*What needs to be done*:
Find the word "roads" in the listing below, then return every line it appears in.

*Entries provided*:
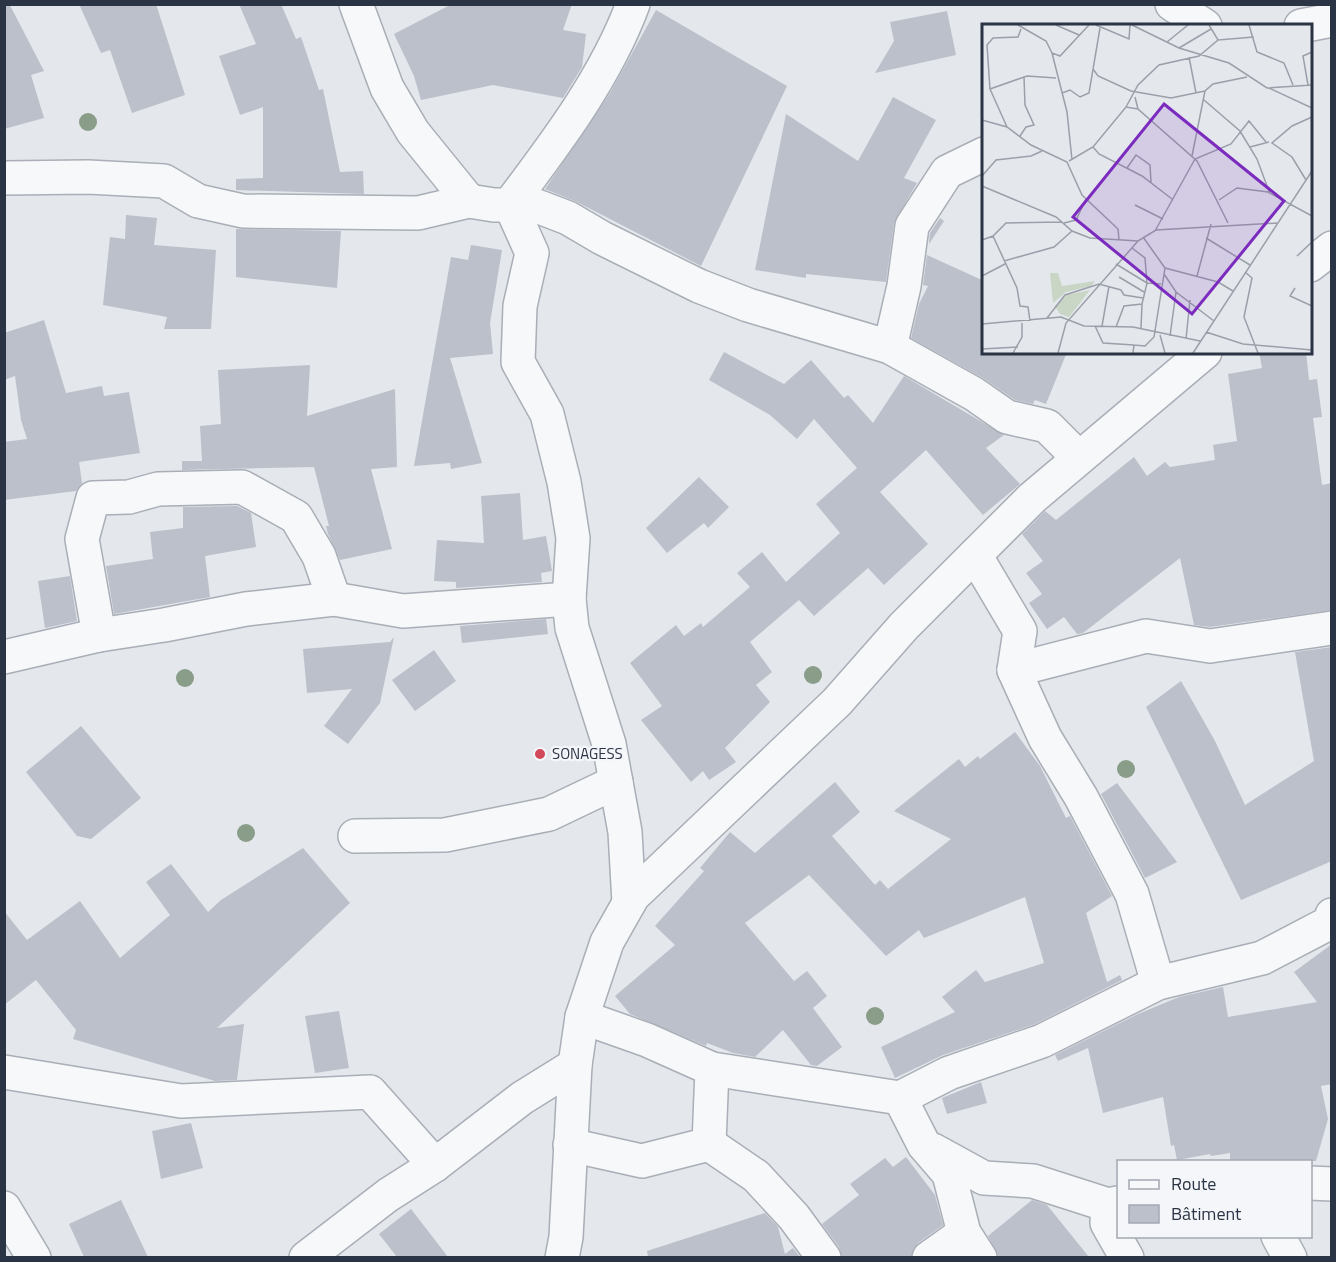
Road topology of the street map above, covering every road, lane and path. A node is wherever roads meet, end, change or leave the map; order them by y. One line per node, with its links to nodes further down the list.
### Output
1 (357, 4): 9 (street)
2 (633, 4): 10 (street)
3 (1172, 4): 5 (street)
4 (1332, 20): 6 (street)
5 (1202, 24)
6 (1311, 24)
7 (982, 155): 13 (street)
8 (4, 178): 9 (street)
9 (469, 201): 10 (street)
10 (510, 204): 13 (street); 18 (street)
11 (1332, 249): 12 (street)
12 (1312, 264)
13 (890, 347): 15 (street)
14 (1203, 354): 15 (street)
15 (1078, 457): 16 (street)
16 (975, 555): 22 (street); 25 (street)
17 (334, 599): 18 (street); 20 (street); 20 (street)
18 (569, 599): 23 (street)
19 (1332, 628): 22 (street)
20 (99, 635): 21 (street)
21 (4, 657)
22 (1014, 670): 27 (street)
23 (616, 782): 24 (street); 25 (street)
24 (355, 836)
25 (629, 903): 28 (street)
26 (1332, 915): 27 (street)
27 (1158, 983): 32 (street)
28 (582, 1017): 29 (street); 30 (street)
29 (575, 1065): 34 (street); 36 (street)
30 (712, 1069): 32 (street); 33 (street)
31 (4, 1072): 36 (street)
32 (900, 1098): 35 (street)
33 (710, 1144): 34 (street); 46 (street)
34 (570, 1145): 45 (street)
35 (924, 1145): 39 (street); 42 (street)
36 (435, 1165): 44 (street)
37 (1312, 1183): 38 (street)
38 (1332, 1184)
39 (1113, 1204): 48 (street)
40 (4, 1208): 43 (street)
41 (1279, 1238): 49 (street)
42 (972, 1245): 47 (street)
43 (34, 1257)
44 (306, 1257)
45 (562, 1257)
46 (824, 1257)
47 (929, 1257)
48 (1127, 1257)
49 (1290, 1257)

--

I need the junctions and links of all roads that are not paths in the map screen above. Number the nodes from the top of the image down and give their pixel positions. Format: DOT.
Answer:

*Expected output*:
Road topology of the street map above, covering every road, lane and path. A node is wherever roads meet, end, change or leave the map; order them by y. One line per node, with its links to nodes further down the list.
I need the junctions and links of all roads that are not paths in the map screen above. Number the nodes from the top of the image down and give their pixel positions. Format: DOT.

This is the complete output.